Former New York City mayor Michael Bloomberg’s massively inflated ego isn’t the only thing he has in common with George Armstrong Custer. Like the Army officer at Little Bighorn, Bloomberg is in the battle of his life, to save — or control — your life.
As you may recall, in March of last year, Bloomberg’s plan to limit the sale of large containers of high-calorie beverages was struck down by New York State Supreme Court Justice Milton A. Tingling in a ruling the New York Times characterized as “an unusually critical opinion.”
Calling Bloomberg’s drink restrictions “arbitrary and capricious,” Justice Tingling explained that the ban was impractical and would be impossible to enforce fairly because of the many loopholes and huge number of exemptions. For example, while Bloomberg’s ban would apply to restaurants, movie theaters, sports arenas, and delis, other businesses were exempt, like convenience stores, which conspicuously sell the very large sodas that Mayor Bloomberg was targeting.
In response to Justice Tingling’s ruling, Bloomberg called a press conference and vowed to appeal, declaring: “I’ve got to defend my children, and yours, and do what’s right to save lives.” One assumes “saving lives” is one of the many “good deeds” Bloomberg believes have earned him a place in heaven.
And another skirmish in that battle for the lives of New Yorkers — we’ll call it the Battle of the (not so) Little Big Gulp — began on Wednesday when city lawyers, with water bottles firmly in hand, faced a panel of State Court of Appeals judges and explained, with no visible embarrassment, why it’s appropriate for the City of New York to care about the size of the container a person chooses when purchasing a cold beverage at the corner pizza shop or at the local movie theater.
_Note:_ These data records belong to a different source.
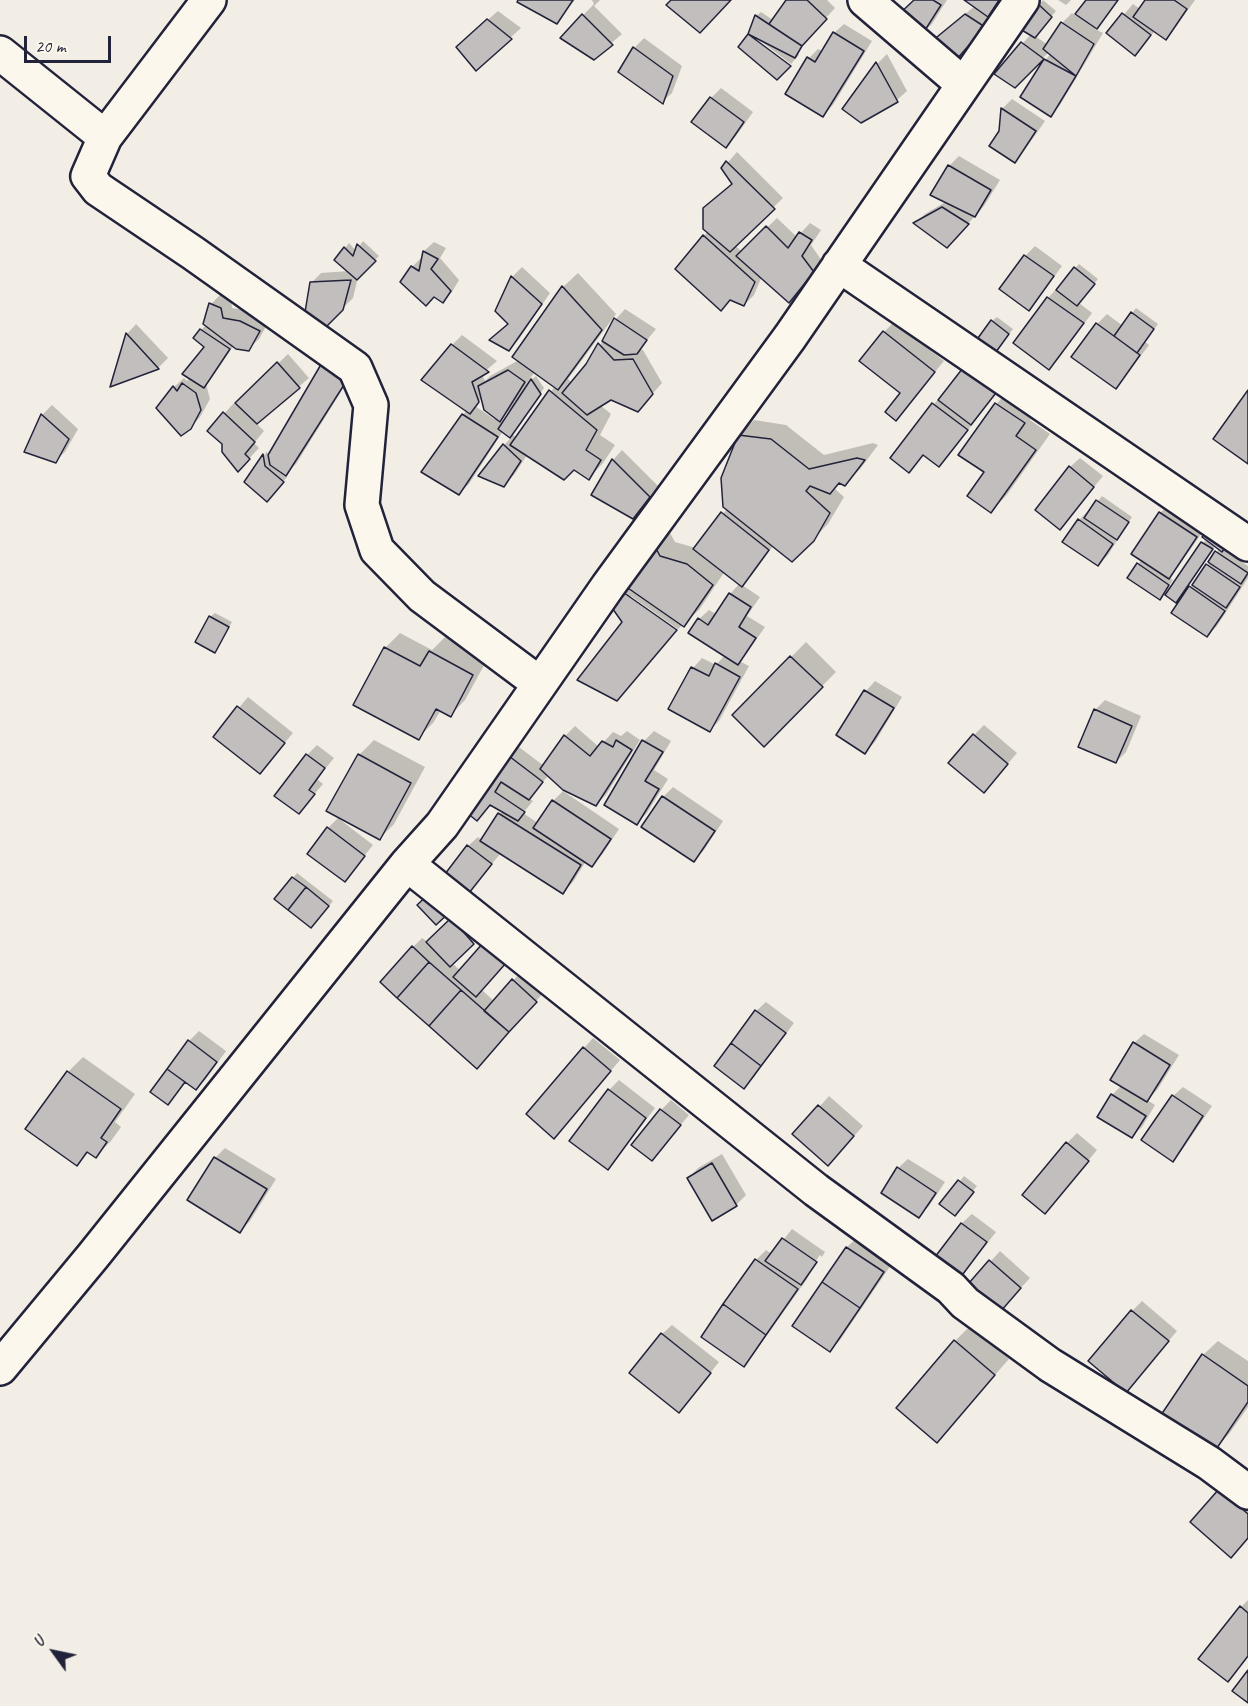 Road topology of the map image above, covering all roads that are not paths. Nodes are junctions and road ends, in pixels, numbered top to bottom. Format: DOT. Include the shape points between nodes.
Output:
graph roads {
  1 [pos="209,0"];
  2 [pos="865,0"];
  3 [pos="1022,0"];
  4 [pos="0,53"];
  5 [pos="963,84"];
  6 [pos="105,137"];
  7 [pos="839,265"];
  8 [pos="1248,544"];
  9 [pos="540,684"];
  10 [pos="407,864"];
  11 [pos="0,1368"];
  12 [pos="1248,1492"];
  1 -- 6 [label="street"];
  2 -- 5 [label="street"];
  3 -- 5 [label="street"];
  4 -- 6 [label="street"];
  5 -- 7 [label="street"];
  6 -- 9 [label="street" via="88,176 98,189 355,368 371,405 362,506 377,550 422,596"];
  7 -- 8 [label="street"];
  7 -- 9 [label="street"];
  9 -- 10 [label="street" via="442,825"];
  10 -- 11 [label="street"];
  10 -- 12 [label="street" via="816,1190 951,1288 965,1303 1050,1365 1209,1463"];
}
Reports on the court proceedings suggest the city’s lawyers tried to make the case that the Board of Health’s ban on large sugary beverages isn’t materially different from the Board’s 1959 ban on toxic lead paint, or from the times,in the 19th century when government officials evacuated poor areas of the city to prevent the spread of cholera or yellow fever.
Here’s the problem for those lawyers: There is simply no solid scientific evidence that soda and other sweetened beverages pose anything like the dangers of lead paint, let alone terrifying infectious diseases. And there is even less evidence to suggest that limiting container sizes in eating establishments and sports venues would reduce the consumption of sugary beverages, never mind improve people’s health more broadly.
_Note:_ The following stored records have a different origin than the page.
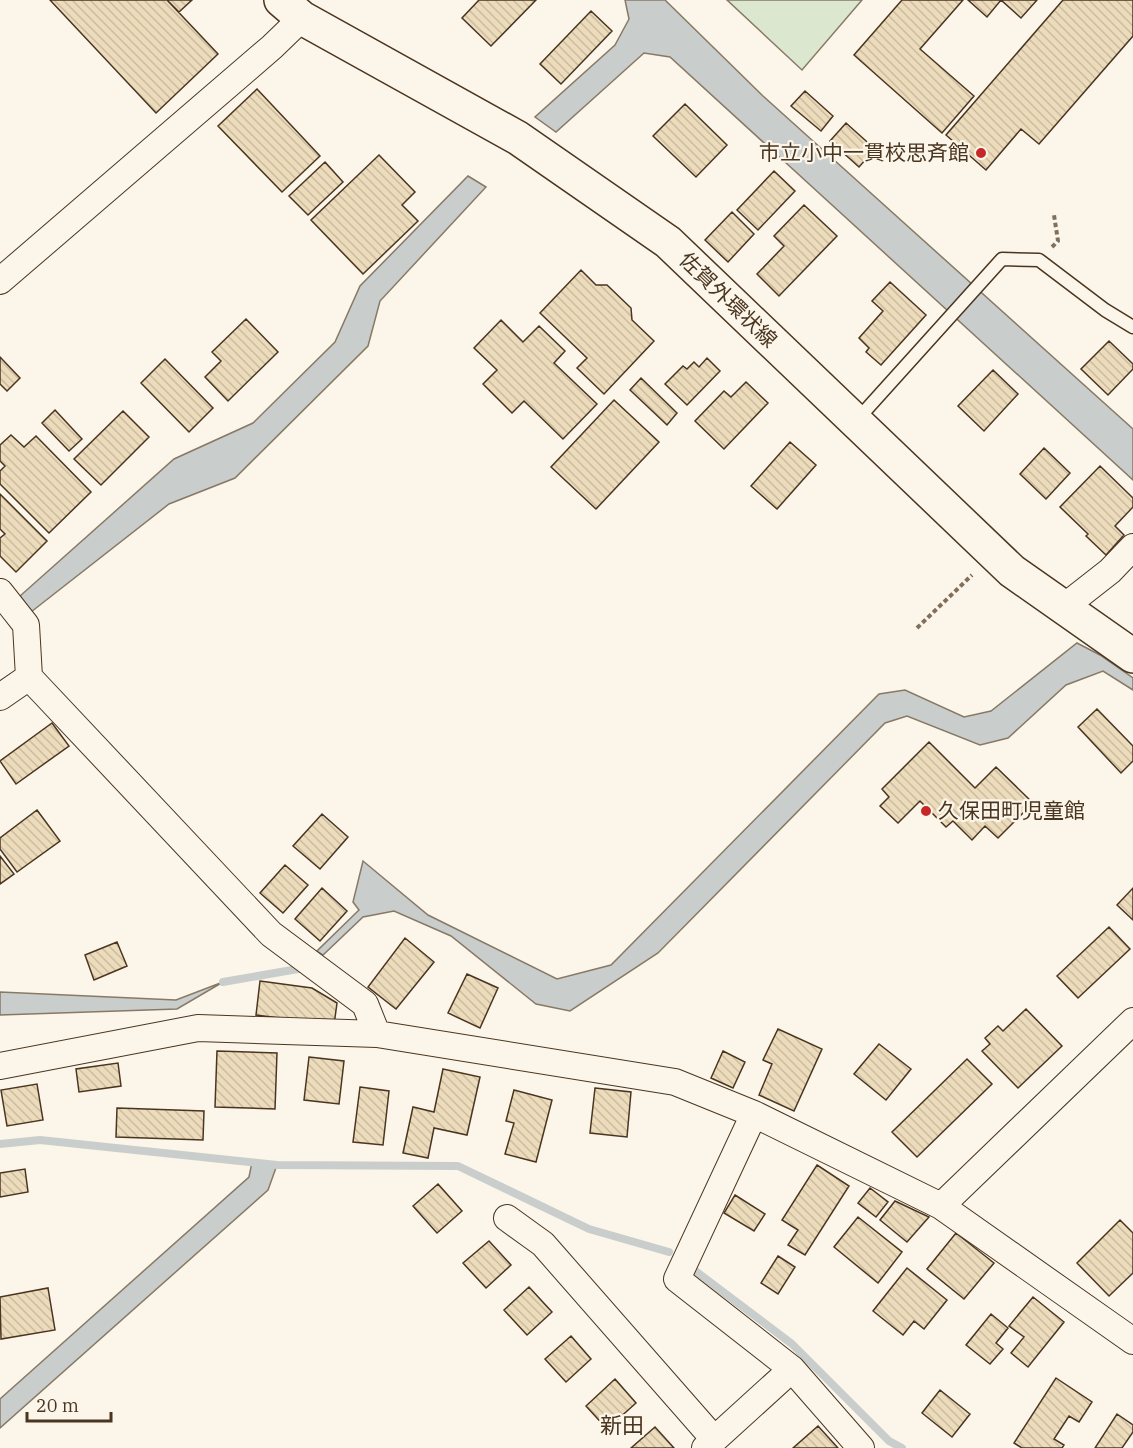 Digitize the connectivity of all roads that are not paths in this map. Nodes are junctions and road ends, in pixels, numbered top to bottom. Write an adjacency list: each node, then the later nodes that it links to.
1 (292, 9): 2 (street); 4 (main road, 佐賀外環状線)
2 (0, 281)
3 (1133, 327): 4 (lane)
4 (856, 421): 7 (main road, 佐賀外環状線)
5 (1133, 547): 7 (street)
6 (0, 592): 9 (street)
7 (1064, 607): 8 (main road, 佐賀外環状線)
8 (1133, 656)
9 (29, 677): 10 (street); 12 (street)
10 (0, 697)
11 (1133, 1021): 15 (street)
12 (378, 1034): 13 (street); 14 (street)
13 (0, 1066)
14 (754, 1114): 15 (street); 18 (street)
15 (940, 1206): 17 (street)
16 (507, 1218): 19 (street)
17 (1133, 1341)
18 (792, 1370): 19 (street); 20 (street)
19 (710, 1443)
20 (861, 1448)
News reports show that the judges saw the potential for a slippery slope if they overturned Justice Tingling’s ruling. According to the New York Times, Chief Judge Jonathan Lippman asked, “Where do you draw the line?” adding, “Where do we say it’s O.K., as opposed to banning hamburgers or frankfurters or whatever it might be?”
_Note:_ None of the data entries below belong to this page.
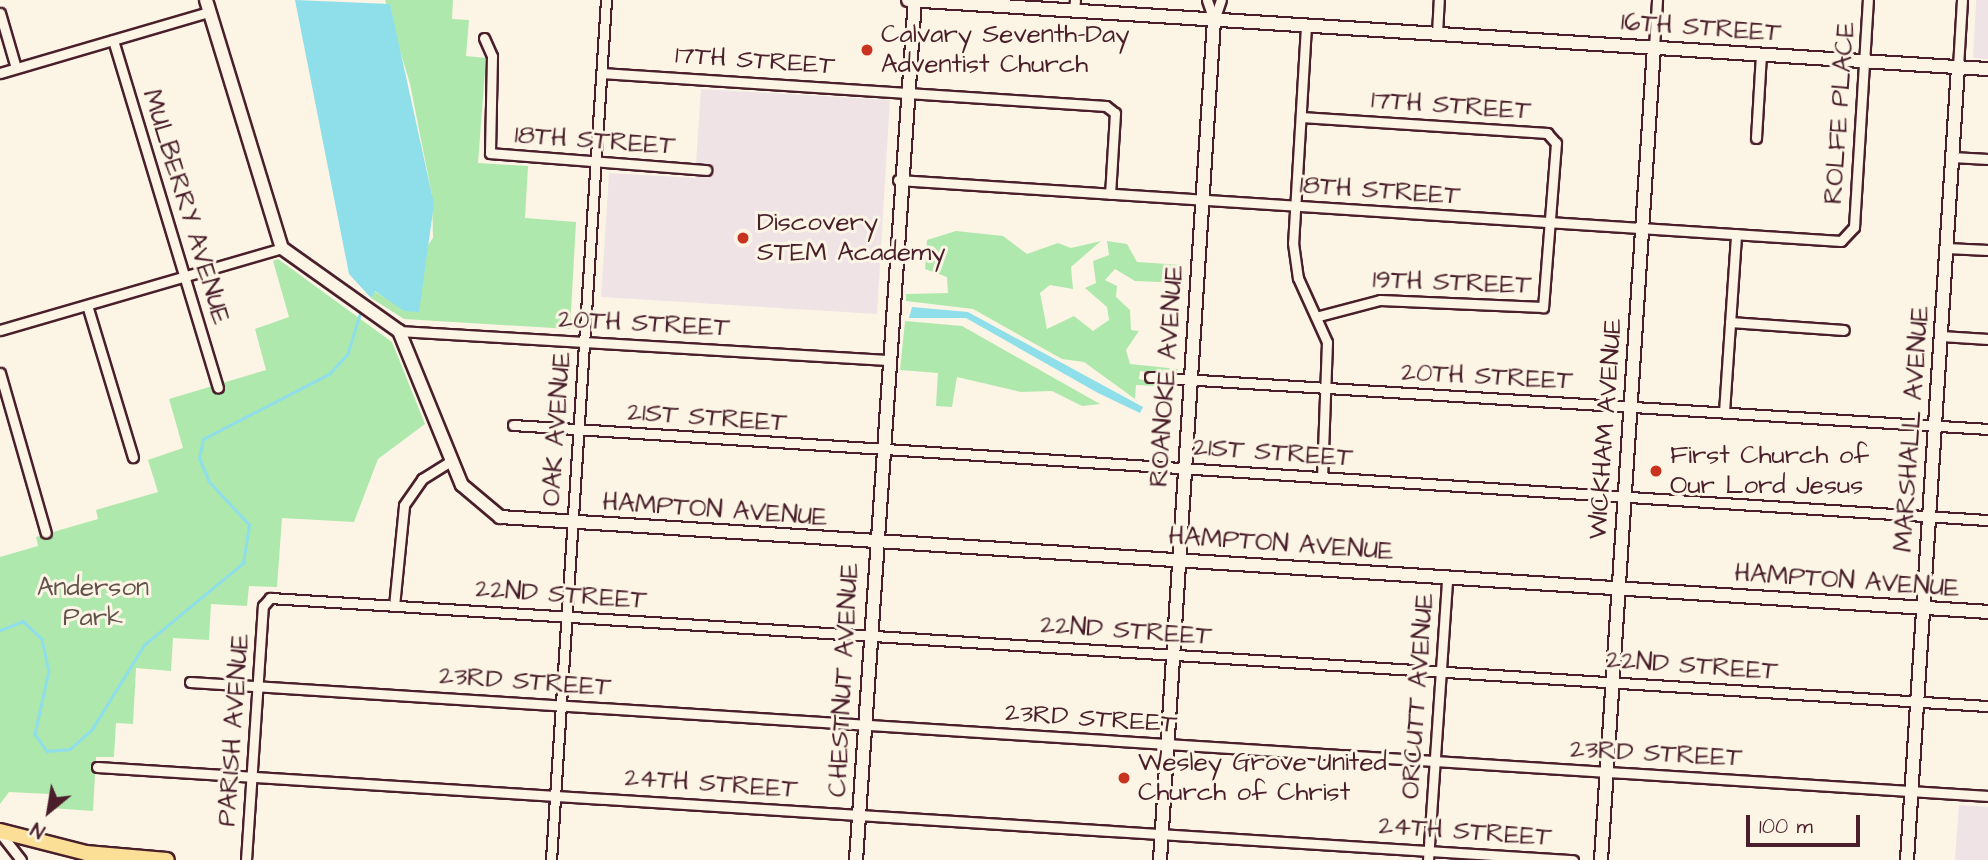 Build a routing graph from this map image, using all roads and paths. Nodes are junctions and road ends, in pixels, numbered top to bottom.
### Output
1 (606, 0) edge
2 (908, 0) edge
3 (915, 0) edge
4 (1207, 0) edge
5 (1221, 0) edge
6 (1439, 0) edge
7 (1657, 0) edge
8 (1868, 0) edge
9 (1962, 0) edge
10 (1075, 5) edge
11 (208, 6) edge
12 (0, 13) edge
13 (1214, 20) junction
14 (1306, 26) junction
15 (1437, 34) junction
16 (484, 38) dead end
17 (113, 40) junction
18 (1654, 47) junction
19 (1761, 54) junction
20 (1864, 61) junction
21 (1958, 67) junction
22 (16, 68) junction
23 (1988, 69) edge
24 (601, 73) junction
25 (0, 74) edge
26 (903, 92) junction
27 (1301, 117) junction
28 (1756, 138) dead end
29 (1952, 157) junction
30 (1988, 159) edge
31 (595, 162) junction
32 (706, 170) dead end
33 (898, 180) junction
34 (1110, 194) junction
35 (1202, 201) junction
36 (1295, 206) junction
37 (1551, 223) junction
38 (1642, 229) junction
39 (1854, 229) joint
40 (1736, 234) junction
41 (282, 248) junction
42 (1946, 248) junction
43 (1988, 250) edge
44 (185, 276) junction
45 (87, 305) junction
46 (1319, 316) junction
47 (1730, 322) junction
48 (0, 330) edge
49 (1844, 330) dead end
50 (399, 331) junction
51 (1941, 336) junction
52 (1988, 339) edge
53 (583, 342) junction
54 (887, 360) junction
55 (0, 373) edge
56 (1150, 377) dead end
57 (1190, 380) junction
58 (218, 387) dead end
59 (1327, 389) junction
60 (1631, 407) junction
61 (1724, 412) junction
62 (513, 425) dead end
63 (1935, 426) junction
64 (1988, 429) edge
65 (578, 431) junction
66 (881, 450) junction
67 (133, 457) dead end
68 (451, 461) junction
69 (1184, 468) junction
70 (1322, 477) junction
71 (1625, 497) junction
72 (1929, 516) junction
73 (1988, 520) edge
74 (571, 524) junction
75 (46, 533) dead end
76 (875, 543) junction
77 (1178, 560) junction
78 (1447, 578) junction
79 (1619, 589) junction
80 (264, 602) joint
81 (394, 606) junction
82 (1923, 608) junction
83 (1988, 612) edge
84 (566, 616) junction
85 (870, 636) junction
86 (1172, 655) junction
87 (1440, 672) junction
88 (190, 682) dead end
89 (1613, 682) junction
90 (256, 686) junction
91 (1917, 702) junction
92 (560, 705) junction
93 (1988, 706) edge
94 (864, 725) junction
95 (1166, 745) junction
96 (1434, 761) junction
97 (97, 767) dead end
98 (1607, 772) junction
99 (251, 775) junction
100 (1911, 791) junction
101 (555, 795) junction
102 (1988, 796) edge
103 (859, 815) junction
104 (0, 832) edge
105 (1161, 834) junction
106 (1428, 856) edge
107 (21, 860) edge
108 (166, 860) edge
109 (246, 860) edge
110 (551, 860) edge
111 (856, 860) edge
112 (1160, 860) edge
113 (1573, 860) edge
114 (1601, 860) edge
115 (1907, 860) edge

1 - 24 street, OAK AVENUE
2 - 3 street, 16TH STREET
3 - 10 street, 16TH STREET
3 - 26 street, CHESTNUT AVENUE
4 - 13 street, ROANOKE AVENUE
5 - 13 street, ROANOKE AVENUE
6 - 15 street
7 - 18 street, WICKHAM AVENUE
8 - 20 street, ROLFE PLACE
9 - 21 street, MARSHALL AVENUE
10 - 13 street, 16TH STREET
11 - 17 street
11 - 41 street
12 - 22 street
13 - 14 street, 16TH STREET
13 - 35 street, ROANOKE AVENUE
14 - 15 street, 16TH STREET
14 - 27 street
15 - 18 street, 16TH STREET
16 - 31 street, 18TH STREET
17 - 22 street
17 - 44 street, MULBERRY AVENUE
18 - 19 street, 16TH STREET
18 - 38 street, WICKHAM AVENUE
19 - 20 street, 16TH STREET
19 - 28 street
20 - 21 street, 16TH STREET
20 - 39 street, ROLFE PLACE
21 - 23 street, 16TH STREET
21 - 29 street, MARSHALL AVENUE
22 - 25 street
24 - 26 street, 17TH STREET
24 - 31 street, OAK AVENUE
26 - 33 street, CHESTNUT AVENUE
26 - 34 street, 17TH STREET
27 - 36 street
27 - 37 street, 17TH STREET
29 - 30 street
29 - 42 street, MARSHALL AVENUE
31 - 32 street, 18TH STREET
31 - 53 street, OAK AVENUE
33 - 34 street, 18TH STREET
33 - 54 street, CHESTNUT AVENUE
34 - 35 street, 18TH STREET
35 - 36 street, 18TH STREET
35 - 57 street, ROANOKE AVENUE
36 - 37 street, 18TH STREET
36 - 46 street
37 - 38 street, 18TH STREET
37 - 46 street, 19TH STREET
38 - 40 street, 18TH STREET
38 - 60 street, WICKHAM AVENUE
39 - 40 street, 18TH STREET
40 - 47 street
41 - 44 street
41 - 50 street
42 - 43 street
42 - 51 street, MARSHALL AVENUE
44 - 45 street
44 - 58 street, MULBERRY AVENUE
45 - 48 street
45 - 67 street
46 - 59 street
47 - 49 street
47 - 61 street
50 - 53 street, 20TH STREET
50 - 68 street, HAMPTON AVENUE
51 - 52 street
51 - 63 street, MARSHALL AVENUE
53 - 54 street, 20TH STREET
53 - 65 street, OAK AVENUE
54 - 66 street, CHESTNUT AVENUE
55 - 75 street
56 - 57 street, 20TH STREET
57 - 59 street, 20TH STREET
57 - 69 street, ROANOKE AVENUE
59 - 60 street, 20TH STREET
59 - 70 street
60 - 61 street, 20TH STREET
60 - 71 street, WICKHAM AVENUE
61 - 63 street, 20TH STREET
62 - 65 street, 21ST STREET
63 - 64 street, 20TH STREET
63 - 72 street, MARSHALL AVENUE
65 - 66 street, 21ST STREET
65 - 74 street, OAK AVENUE
66 - 69 street, 21ST STREET
66 - 76 street, CHESTNUT AVENUE
68 - 74 street, HAMPTON AVENUE
68 - 81 street
69 - 70 street, 21ST STREET
69 - 77 street, ROANOKE AVENUE
70 - 71 street, 21ST STREET
71 - 72 street, 21ST STREET
71 - 79 street, WICKHAM AVENUE
72 - 73 street, 21ST STREET
72 - 82 street, MARSHALL AVENUE
74 - 76 street, HAMPTON AVENUE
74 - 84 street, OAK AVENUE
76 - 77 street, HAMPTON AVENUE
76 - 85 street, CHESTNUT AVENUE
77 - 78 street, HAMPTON AVENUE
77 - 86 street, ROANOKE AVENUE
78 - 79 street, HAMPTON AVENUE
78 - 87 street, ORCUTT AVENUE
79 - 82 street, HAMPTON AVENUE
79 - 89 street, WICKHAM AVENUE
80 - 81 street, 22ND STREET
80 - 90 street, PARISH AVENUE
81 - 84 street, 22ND STREET
82 - 83 street, HAMPTON AVENUE
82 - 91 street, MARSHALL AVENUE
84 - 85 street, 22ND STREET
84 - 92 street, OAK AVENUE
85 - 86 street, 22ND STREET
85 - 94 street, CHESTNUT AVENUE
86 - 87 street, 22ND STREET
86 - 95 street, ROANOKE AVENUE
87 - 89 street, 22ND STREET
87 - 96 street, ORCUTT AVENUE
88 - 90 street, 23RD STREET
89 - 91 street, 22ND STREET
89 - 98 street, WICKHAM AVENUE
90 - 92 street, 23RD STREET
90 - 99 street, PARISH AVENUE
91 - 93 street, 22ND STREET
91 - 100 street, MARSHALL AVENUE
92 - 94 street, 23RD STREET
92 - 101 street, OAK AVENUE
94 - 95 street, 23RD STREET
94 - 103 street, CHESTNUT AVENUE
95 - 96 street, 23RD STREET
95 - 105 street, ROANOKE AVENUE
96 - 98 street, 23RD STREET
96 - 106 street, ORCUTT AVENUE
97 - 99 street, 24TH STREET
98 - 100 street, 23RD STREET
98 - 114 street, WICKHAM AVENUE
99 - 101 street, 24TH STREET
99 - 109 street, PARISH AVENUE
100 - 102 street, 23RD STREET
100 - 115 street, MARSHALL AVENUE
101 - 103 street, 24TH STREET
101 - 110 street, OAK AVENUE
103 - 105 street, 24TH STREET
103 - 111 street, CHESTNUT AVENUE
104 - 107 street
104 - 108 main road
105 - 106 street, 24TH STREET
105 - 112 street, ROANOKE AVENUE
106 - 113 street, 24TH STREET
Yes, where do we draw the line? Why stop at the foods and beverages that New Yorkers and visitors to the city consume? We don’t just have to worry about restrictions on hamburgers, frankfurters, pizza, French fries, bacon, and ice cream. The Board of Health — all of whose members are appointed by the mayor — might also start banning other “risky behaviors,” like certain sexual behaviors and recreational activities deemed too dangerous.
New Yorkers — and all Americans, for that matter — should know that this case represents more than just one’s right to drink a gigantic soda. This case is a major test for how city boards of health and other powerful government bureaucracies might act in the future.
If public officials are given carte blanche to do whatever they deem necessary to, as Bloomberg put it, “defend your children” and “do what’s right to save lives,” what activities will be off limits in the eyes of your friendly government minder?
— Julie Gunlock is with the Independent Women’s Forum.